AIM OF THE TASK: Copy each line in the data that includes the word "Port".

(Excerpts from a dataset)
Content starts

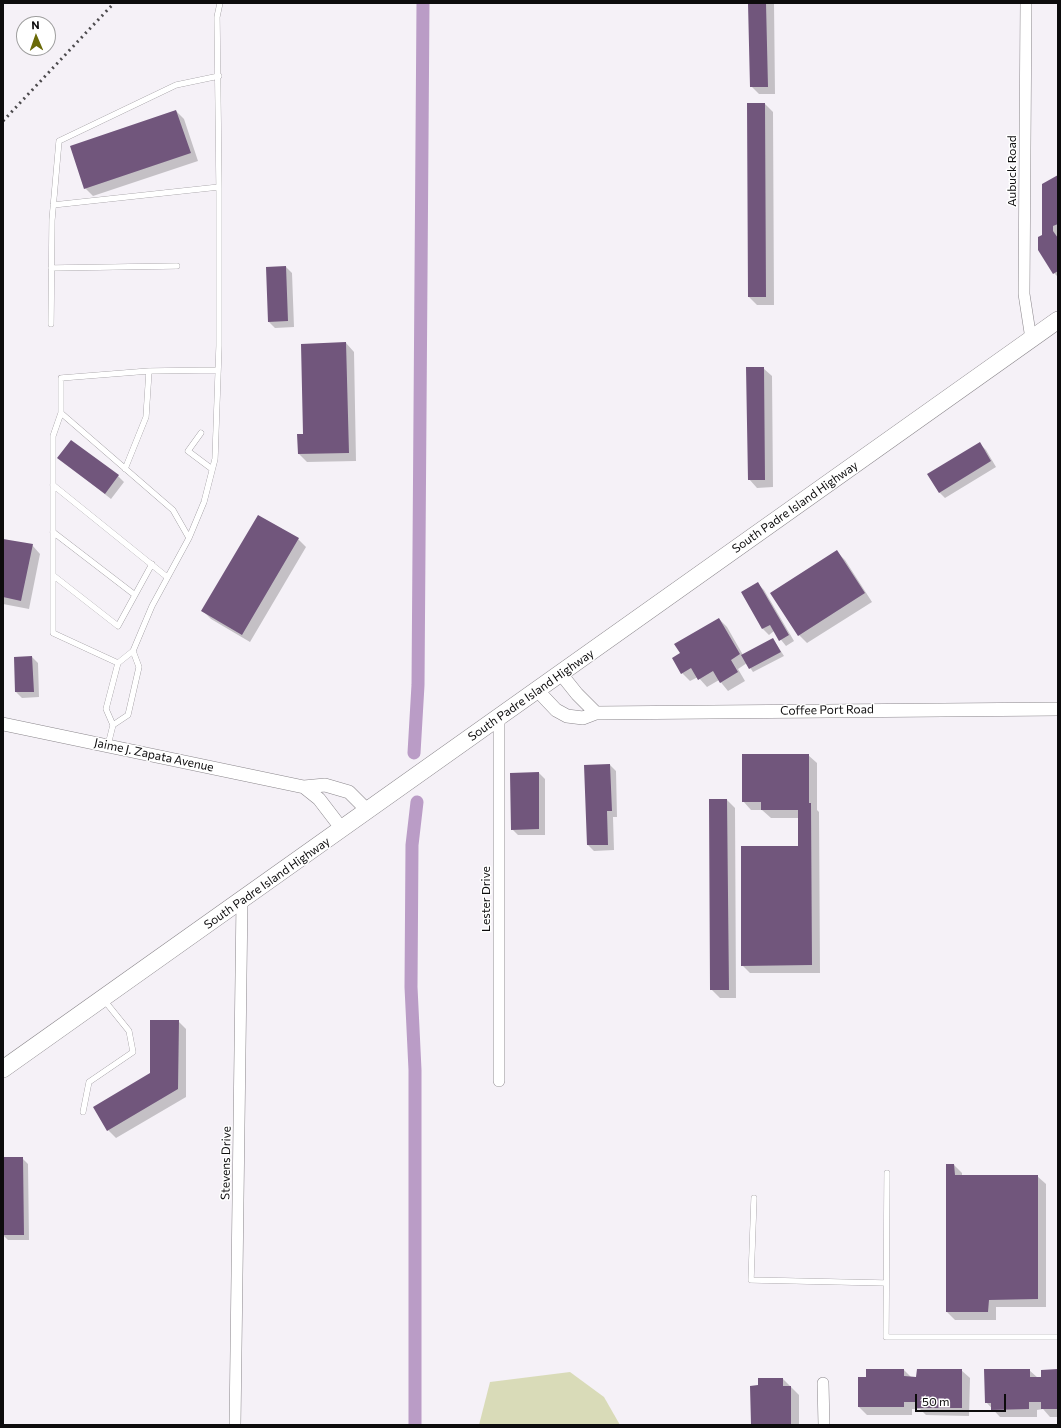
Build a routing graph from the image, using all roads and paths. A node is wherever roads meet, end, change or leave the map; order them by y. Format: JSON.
{"nodes":[{"id":1,"x":220,"y":3,"type":"edge"},
{"id":2,"x":1026,"y":3,"type":"edge"},
{"id":3,"x":219,"y":76,"type":"junction"},
{"id":4,"x":220,"y":187,"type":"junction"},
{"id":5,"x":53,"y":205,"type":"junction"},
{"id":6,"x":177,"y":266,"type":"dead end"},
{"id":7,"x":51,"y":268,"type":"junction"},
{"id":8,"x":1058,"y":320,"type":"edge"},
{"id":9,"x":50,"y":324,"type":"dead end"},
{"id":10,"x":1031,"y":339,"type":"junction"},
{"id":11,"x":218,"y":370,"type":"junction"},
{"id":12,"x":149,"y":371,"type":"junction"},
{"id":13,"x":61,"y":413,"type":"junction"},
{"id":14,"x":201,"y":433,"type":"dead end"},
{"id":15,"x":125,"y":469,"type":"junction"},
{"id":16,"x":212,"y":469,"type":"junction"},
{"id":17,"x":53,"y":485,"type":"junction"},
{"id":18,"x":53,"y":532,"type":"junction"},
{"id":19,"x":189,"y":538,"type":"junction"},
{"id":20,"x":152,"y":564,"type":"junction"},
{"id":21,"x":54,"y":576,"type":"junction"},
{"id":22,"x":167,"y":577,"type":"junction"},
{"id":23,"x":135,"y":595,"type":"junction"},
{"id":24,"x":133,"y":651,"type":"junction"},
{"id":25,"x":118,"y":663,"type":"junction"},
{"id":26,"x":562,"y":674,"type":"junction"},
{"id":27,"x":538,"y":691,"type":"junction"},
{"id":28,"x":1058,"y":709,"type":"edge"},
{"id":29,"x":596,"y":712,"type":"junction"},
{"id":30,"x":500,"y":717,"type":"junction"},
{"id":31,"x":3,"y":724,"type":"edge"},
{"id":32,"x":113,"y":725,"type":"junction"},
{"id":33,"x":108,"y":746,"type":"junction"},
{"id":34,"x":304,"y":787,"type":"junction"},
{"id":35,"x":368,"y":811,"type":"junction"},
{"id":36,"x":342,"y":829,"type":"junction"},
{"id":37,"x":242,"y":900,"type":"junction"},
{"id":38,"x":103,"y":999,"type":"junction"},
{"id":39,"x":3,"y":1069,"type":"edge"},
{"id":40,"x":499,"y":1081,"type":"dead end"},
{"id":41,"x":83,"y":1112,"type":"dead end"},
{"id":42,"x":887,"y":1173,"type":"dead end"},
{"id":43,"x":754,"y":1198,"type":"dead end"},
{"id":44,"x":886,"y":1283,"type":"junction"},
{"id":45,"x":1058,"y":1337,"type":"edge"},
{"id":46,"x":823,"y":1383,"type":"dead end"},
{"id":47,"x":235,"y":1425,"type":"edge"},
{"id":48,"x":824,"y":1425,"type":"edge"}],
"edges":[{"from":1,"to":3,"type":"lane"},
{"from":2,"to":10,"type":"street","name":"Aubuck Road"},
{"from":3,"to":4,"type":"lane"},
{"from":3,"to":5,"type":"lane"},
{"from":4,"to":5,"type":"lane"},
{"from":4,"to":11,"type":"lane"},
{"from":5,"to":7,"type":"lane"},
{"from":6,"to":7,"type":"lane"},
{"from":7,"to":9,"type":"lane"},
{"from":8,"to":10,"type":"main road","name":"South Padre Island Highway"},
{"from":10,"to":26,"type":"main road","name":"South Padre Island Highway"},
{"from":11,"to":12,"type":"lane"},
{"from":11,"to":16,"type":"lane"},
{"from":12,"to":13,"type":"lane"},
{"from":12,"to":15,"type":"lane"},
{"from":13,"to":15,"type":"lane"},
{"from":13,"to":17,"type":"lane"},
{"from":14,"to":16,"type":"lane"},
{"from":15,"to":19,"type":"lane"},
{"from":16,"to":19,"type":"lane"},
{"from":17,"to":18,"type":"lane"},
{"from":17,"to":20,"type":"lane"},
{"from":18,"to":21,"type":"lane"},
{"from":18,"to":23,"type":"lane"},
{"from":19,"to":22,"type":"lane"},
{"from":20,"to":22,"type":"lane"},
{"from":20,"to":23,"type":"lane"},
{"from":21,"to":23,"type":"lane"},
{"from":21,"to":25,"type":"lane"},
{"from":22,"to":24,"type":"lane"},
{"from":24,"to":25,"type":"lane"},
{"from":24,"to":32,"type":"lane"},
{"from":25,"to":32,"type":"lane"},
{"from":26,"to":27,"type":"main road","name":"South Padre Island Highway"},
{"from":26,"to":29,"type":"street"},
{"from":27,"to":29,"type":"street","name":"Coffee Port Road"},
{"from":27,"to":30,"type":"main road","name":"South Padre Island Highway"},
{"from":28,"to":29,"type":"street","name":"Coffee Port Road"},
{"from":30,"to":35,"type":"main road","name":"South Padre Island Highway"},
{"from":30,"to":40,"type":"street","name":"Lester Drive"},
{"from":31,"to":33,"type":"street","name":"Jaime J. Zapata Avenue"},
{"from":32,"to":33,"type":"lane"},
{"from":33,"to":34,"type":"street","name":"Jaime J. Zapata Avenue"},
{"from":34,"to":35,"type":"street","name":"Jaime J. Zapata Avenue"},
{"from":34,"to":36,"type":"street","name":"Jaime J. Zapata Avenue"},
{"from":35,"to":36,"type":"main road","name":"South Padre Island Highway"},
{"from":36,"to":37,"type":"main road","name":"South Padre Island Highway"},
{"from":37,"to":38,"type":"main road","name":"South Padre Island Highway"},
{"from":37,"to":47,"type":"street","name":"Stevens Drive"},
{"from":38,"to":39,"type":"main road","name":"South Padre Island Highway"},
{"from":38,"to":41,"type":"lane"},
{"from":42,"to":44,"type":"lane"},
{"from":43,"to":44,"type":"lane"},
{"from":44,"to":45,"type":"lane"},
{"from":46,"to":48,"type":"street"}]}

Content ends

EXPECTED ANSWER:
{"from":27,"to":29,"type":"street","name":"Coffee Port Road"},
{"from":28,"to":29,"type":"street","name":"Coffee Port Road"},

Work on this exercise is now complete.